Find each line below that includes "tunnel", then copy it.
========================
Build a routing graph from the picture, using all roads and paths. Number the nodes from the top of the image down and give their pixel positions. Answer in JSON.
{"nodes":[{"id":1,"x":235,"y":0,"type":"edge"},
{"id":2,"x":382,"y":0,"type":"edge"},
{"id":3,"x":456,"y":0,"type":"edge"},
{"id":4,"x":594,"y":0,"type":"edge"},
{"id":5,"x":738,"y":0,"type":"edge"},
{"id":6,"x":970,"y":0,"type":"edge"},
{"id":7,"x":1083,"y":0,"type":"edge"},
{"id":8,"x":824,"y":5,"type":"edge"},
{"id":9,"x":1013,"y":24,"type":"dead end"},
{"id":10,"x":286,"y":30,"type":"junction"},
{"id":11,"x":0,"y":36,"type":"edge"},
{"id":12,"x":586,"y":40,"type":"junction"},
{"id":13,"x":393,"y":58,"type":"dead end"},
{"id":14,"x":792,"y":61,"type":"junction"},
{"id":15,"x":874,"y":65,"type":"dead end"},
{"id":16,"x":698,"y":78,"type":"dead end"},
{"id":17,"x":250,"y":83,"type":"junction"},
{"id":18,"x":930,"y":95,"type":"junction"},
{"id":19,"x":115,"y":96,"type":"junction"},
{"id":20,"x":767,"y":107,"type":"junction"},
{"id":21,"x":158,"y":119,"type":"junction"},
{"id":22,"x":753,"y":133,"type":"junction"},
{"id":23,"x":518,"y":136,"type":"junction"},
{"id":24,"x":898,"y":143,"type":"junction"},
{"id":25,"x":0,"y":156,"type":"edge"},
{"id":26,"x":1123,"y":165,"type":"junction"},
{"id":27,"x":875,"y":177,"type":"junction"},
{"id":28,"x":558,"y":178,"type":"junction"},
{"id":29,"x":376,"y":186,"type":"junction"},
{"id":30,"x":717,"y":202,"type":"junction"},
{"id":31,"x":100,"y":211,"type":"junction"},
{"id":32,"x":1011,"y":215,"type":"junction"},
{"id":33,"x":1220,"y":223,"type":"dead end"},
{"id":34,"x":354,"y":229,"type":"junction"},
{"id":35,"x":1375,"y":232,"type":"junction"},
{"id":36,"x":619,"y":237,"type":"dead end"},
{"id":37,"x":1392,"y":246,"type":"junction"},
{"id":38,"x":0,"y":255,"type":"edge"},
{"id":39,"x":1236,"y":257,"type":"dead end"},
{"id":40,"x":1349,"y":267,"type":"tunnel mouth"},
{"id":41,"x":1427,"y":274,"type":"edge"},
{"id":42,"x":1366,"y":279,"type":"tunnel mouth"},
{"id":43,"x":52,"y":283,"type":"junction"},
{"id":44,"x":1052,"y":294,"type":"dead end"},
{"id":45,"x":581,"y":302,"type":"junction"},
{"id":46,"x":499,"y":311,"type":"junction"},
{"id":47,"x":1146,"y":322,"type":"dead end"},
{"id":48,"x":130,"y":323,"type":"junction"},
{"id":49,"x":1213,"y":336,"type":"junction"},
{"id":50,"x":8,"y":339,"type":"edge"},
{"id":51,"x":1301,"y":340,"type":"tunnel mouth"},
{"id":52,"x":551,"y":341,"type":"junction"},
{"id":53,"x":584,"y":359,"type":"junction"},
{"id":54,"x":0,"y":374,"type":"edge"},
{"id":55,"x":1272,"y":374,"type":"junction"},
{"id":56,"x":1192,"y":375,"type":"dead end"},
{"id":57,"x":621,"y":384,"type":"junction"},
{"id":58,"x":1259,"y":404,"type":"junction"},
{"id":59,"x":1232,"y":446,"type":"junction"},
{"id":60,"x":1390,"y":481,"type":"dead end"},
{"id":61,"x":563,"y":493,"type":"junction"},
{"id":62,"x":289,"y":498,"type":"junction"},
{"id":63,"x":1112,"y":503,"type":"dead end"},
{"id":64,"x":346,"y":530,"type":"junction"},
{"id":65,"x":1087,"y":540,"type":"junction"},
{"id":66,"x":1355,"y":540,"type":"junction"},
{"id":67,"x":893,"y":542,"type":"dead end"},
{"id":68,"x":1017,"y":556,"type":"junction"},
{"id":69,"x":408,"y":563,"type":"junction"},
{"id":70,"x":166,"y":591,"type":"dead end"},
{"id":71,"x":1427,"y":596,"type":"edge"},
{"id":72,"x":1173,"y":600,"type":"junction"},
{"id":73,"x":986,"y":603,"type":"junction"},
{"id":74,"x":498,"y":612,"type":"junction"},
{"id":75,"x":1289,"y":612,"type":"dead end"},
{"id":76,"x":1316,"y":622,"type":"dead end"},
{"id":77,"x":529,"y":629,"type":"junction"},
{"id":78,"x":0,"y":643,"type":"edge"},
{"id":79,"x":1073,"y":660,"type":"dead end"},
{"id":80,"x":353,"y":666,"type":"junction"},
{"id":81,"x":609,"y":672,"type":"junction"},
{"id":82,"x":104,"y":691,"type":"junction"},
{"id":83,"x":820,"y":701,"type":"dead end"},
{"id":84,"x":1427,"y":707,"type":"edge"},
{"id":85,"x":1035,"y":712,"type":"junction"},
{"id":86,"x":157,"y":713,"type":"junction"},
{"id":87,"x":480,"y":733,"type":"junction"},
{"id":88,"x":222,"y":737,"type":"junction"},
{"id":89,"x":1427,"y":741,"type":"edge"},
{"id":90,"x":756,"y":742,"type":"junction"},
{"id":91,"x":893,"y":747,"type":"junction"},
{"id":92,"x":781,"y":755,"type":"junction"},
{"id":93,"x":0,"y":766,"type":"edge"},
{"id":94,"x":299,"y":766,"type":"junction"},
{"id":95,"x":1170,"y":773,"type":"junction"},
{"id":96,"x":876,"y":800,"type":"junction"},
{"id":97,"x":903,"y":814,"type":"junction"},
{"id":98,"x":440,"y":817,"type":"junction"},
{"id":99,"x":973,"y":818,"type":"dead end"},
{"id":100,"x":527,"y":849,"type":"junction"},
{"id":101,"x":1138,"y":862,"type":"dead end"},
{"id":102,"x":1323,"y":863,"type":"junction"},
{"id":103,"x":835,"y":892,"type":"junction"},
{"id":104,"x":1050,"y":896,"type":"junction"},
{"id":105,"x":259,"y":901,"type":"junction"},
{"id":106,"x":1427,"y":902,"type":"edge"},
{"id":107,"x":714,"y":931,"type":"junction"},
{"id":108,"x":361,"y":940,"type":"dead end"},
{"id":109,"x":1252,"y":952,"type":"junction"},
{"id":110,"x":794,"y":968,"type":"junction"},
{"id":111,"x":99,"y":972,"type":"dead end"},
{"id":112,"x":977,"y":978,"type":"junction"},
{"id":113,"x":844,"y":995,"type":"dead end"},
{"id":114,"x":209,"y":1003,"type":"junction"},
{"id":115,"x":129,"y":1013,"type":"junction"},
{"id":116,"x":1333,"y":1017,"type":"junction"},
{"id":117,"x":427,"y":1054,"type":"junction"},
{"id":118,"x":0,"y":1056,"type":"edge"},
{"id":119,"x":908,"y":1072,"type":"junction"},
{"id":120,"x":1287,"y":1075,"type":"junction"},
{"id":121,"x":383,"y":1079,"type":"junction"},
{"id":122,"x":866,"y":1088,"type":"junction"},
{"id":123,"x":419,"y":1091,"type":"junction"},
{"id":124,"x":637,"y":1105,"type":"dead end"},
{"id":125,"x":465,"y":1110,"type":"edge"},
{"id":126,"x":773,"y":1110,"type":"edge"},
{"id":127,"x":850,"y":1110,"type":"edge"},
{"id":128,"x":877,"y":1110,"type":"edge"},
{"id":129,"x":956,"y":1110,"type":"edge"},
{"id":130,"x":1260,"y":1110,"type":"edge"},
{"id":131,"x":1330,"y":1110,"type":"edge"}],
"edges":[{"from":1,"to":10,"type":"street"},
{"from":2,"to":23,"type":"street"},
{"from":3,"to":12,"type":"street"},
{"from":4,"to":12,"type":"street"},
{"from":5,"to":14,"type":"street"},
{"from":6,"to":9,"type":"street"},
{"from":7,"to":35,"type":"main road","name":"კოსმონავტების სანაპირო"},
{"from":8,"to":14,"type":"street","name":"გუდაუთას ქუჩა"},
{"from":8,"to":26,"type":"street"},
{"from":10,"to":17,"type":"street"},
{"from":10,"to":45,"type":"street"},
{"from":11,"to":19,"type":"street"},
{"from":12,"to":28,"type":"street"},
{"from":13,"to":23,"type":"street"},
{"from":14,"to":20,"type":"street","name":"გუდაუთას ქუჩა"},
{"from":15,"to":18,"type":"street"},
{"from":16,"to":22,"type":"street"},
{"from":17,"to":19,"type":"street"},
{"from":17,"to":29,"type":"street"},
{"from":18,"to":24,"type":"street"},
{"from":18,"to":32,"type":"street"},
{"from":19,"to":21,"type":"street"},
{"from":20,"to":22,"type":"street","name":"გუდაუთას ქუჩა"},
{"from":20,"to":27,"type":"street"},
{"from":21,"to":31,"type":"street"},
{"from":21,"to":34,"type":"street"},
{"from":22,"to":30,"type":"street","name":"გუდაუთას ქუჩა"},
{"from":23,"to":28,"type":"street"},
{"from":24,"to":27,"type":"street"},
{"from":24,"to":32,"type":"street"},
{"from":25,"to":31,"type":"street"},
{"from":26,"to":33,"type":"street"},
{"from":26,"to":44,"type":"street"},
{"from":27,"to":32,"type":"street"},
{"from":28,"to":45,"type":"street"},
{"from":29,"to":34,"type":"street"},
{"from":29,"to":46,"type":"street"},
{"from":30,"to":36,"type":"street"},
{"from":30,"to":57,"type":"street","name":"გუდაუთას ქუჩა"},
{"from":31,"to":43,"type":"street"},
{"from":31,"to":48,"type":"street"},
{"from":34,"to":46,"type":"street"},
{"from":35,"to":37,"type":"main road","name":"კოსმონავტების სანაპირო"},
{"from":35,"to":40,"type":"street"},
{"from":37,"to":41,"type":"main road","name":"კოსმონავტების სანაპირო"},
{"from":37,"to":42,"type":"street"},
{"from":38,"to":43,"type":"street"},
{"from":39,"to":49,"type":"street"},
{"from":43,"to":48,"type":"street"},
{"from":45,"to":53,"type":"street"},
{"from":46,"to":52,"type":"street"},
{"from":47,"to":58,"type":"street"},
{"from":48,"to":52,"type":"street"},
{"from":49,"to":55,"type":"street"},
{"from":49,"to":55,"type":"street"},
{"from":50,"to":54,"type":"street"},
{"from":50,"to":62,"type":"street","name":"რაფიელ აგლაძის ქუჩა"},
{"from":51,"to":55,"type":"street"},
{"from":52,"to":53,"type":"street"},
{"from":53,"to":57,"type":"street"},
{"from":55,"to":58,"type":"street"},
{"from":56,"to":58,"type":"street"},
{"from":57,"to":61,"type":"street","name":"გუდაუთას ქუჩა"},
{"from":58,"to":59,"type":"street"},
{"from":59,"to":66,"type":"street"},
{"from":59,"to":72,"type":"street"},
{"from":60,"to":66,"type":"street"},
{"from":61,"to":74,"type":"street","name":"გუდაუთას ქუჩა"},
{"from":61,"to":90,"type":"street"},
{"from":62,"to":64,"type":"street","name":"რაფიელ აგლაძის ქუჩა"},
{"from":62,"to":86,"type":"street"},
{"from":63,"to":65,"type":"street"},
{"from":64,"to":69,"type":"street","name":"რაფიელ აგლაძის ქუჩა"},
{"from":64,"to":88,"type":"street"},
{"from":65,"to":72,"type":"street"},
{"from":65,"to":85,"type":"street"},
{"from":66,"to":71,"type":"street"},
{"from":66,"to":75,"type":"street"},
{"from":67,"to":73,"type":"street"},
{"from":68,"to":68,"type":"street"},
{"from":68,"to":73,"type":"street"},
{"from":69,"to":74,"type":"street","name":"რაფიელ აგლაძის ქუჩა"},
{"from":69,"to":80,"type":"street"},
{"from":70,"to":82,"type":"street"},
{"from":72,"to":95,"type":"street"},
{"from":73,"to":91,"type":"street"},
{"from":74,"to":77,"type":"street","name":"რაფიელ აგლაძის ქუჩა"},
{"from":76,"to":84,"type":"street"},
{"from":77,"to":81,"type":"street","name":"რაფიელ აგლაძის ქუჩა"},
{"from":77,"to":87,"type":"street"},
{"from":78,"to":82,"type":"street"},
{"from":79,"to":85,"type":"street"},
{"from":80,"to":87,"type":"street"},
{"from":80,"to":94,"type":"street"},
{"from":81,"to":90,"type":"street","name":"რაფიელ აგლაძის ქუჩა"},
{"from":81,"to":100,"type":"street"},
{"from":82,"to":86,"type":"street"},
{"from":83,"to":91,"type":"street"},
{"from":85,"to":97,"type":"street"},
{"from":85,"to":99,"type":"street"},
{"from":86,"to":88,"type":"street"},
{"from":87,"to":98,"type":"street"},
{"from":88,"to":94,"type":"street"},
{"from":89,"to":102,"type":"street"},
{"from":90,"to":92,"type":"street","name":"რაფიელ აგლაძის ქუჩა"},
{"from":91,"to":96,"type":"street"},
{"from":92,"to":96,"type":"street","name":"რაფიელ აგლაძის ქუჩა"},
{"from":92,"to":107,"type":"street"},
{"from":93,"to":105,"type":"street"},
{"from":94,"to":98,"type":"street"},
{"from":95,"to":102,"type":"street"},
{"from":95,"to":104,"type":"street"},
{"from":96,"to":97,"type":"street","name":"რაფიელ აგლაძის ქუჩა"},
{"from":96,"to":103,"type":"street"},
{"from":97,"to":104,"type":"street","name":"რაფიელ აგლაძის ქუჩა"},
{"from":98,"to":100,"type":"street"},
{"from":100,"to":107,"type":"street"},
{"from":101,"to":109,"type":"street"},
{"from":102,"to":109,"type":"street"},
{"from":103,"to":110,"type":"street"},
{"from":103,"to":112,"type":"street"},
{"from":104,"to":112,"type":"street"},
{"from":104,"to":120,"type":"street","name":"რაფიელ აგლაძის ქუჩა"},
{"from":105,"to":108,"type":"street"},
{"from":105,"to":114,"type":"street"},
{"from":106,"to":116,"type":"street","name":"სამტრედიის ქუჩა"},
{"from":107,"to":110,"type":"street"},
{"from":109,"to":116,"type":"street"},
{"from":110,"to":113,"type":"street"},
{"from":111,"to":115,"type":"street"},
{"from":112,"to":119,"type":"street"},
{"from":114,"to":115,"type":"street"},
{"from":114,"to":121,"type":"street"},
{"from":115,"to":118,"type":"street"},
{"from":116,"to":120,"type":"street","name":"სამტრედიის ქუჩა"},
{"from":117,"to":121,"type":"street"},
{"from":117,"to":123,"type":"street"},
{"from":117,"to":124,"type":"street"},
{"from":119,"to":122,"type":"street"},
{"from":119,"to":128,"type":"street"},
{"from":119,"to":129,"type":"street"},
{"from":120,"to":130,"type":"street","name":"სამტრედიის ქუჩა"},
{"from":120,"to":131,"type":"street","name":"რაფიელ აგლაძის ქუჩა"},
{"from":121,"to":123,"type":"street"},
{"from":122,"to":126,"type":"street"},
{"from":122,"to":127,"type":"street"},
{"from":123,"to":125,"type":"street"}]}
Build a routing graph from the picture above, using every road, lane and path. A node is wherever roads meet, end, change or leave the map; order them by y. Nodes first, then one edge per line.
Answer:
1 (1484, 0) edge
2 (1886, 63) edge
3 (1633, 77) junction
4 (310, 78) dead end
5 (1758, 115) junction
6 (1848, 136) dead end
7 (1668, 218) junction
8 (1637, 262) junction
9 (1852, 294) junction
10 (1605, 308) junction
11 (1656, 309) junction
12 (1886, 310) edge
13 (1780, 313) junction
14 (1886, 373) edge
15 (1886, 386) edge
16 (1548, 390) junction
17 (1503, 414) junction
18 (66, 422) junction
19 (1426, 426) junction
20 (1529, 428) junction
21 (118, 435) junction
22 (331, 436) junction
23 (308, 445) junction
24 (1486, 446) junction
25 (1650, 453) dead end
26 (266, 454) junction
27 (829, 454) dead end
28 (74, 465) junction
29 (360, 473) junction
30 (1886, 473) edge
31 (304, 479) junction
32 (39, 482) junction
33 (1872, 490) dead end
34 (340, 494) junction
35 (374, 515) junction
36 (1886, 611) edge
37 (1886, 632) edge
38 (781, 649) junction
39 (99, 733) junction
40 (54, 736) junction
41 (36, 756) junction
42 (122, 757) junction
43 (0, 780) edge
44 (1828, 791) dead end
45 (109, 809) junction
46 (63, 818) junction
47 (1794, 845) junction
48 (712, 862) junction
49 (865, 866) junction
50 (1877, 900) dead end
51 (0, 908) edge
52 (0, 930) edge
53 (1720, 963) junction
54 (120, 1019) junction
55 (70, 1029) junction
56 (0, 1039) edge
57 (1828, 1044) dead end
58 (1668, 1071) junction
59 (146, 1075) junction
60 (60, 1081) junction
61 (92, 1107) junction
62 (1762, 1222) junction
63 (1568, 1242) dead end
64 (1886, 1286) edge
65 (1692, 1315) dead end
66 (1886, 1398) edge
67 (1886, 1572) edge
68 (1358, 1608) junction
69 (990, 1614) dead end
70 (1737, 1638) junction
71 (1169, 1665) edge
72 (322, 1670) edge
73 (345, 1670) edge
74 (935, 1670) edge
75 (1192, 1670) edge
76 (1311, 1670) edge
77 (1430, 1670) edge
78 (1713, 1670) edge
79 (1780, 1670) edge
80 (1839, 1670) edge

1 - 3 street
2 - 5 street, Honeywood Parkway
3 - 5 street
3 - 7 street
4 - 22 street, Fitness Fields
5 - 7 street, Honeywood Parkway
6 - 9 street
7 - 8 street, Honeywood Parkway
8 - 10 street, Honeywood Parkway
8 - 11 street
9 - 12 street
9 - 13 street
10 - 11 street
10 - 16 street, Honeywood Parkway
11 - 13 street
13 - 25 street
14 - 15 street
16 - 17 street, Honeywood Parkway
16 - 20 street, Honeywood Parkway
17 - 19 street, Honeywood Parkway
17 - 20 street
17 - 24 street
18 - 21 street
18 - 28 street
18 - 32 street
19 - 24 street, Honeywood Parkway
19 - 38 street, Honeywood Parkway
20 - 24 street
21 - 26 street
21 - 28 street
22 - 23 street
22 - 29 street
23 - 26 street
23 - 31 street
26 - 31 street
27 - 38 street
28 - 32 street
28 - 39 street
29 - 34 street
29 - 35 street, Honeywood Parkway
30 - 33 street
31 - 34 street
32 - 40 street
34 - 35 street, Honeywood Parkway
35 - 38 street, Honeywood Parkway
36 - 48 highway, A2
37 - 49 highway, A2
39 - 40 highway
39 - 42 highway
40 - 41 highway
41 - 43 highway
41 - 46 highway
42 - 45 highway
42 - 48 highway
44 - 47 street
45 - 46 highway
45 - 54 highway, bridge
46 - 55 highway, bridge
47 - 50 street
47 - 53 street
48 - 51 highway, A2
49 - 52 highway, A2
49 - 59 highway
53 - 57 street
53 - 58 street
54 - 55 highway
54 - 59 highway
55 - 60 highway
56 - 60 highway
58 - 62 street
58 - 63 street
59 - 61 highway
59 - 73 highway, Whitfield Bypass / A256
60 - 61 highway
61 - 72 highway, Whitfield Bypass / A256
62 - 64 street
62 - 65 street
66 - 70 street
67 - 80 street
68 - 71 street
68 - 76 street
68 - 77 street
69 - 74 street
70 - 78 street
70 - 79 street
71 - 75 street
========================
**Answer for this exercise:**
{"id":40,"x":1349,"y":267,"type":"tunnel mouth"},
{"id":42,"x":1366,"y":279,"type":"tunnel mouth"},
{"id":51,"x":1301,"y":340,"type":"tunnel mouth"},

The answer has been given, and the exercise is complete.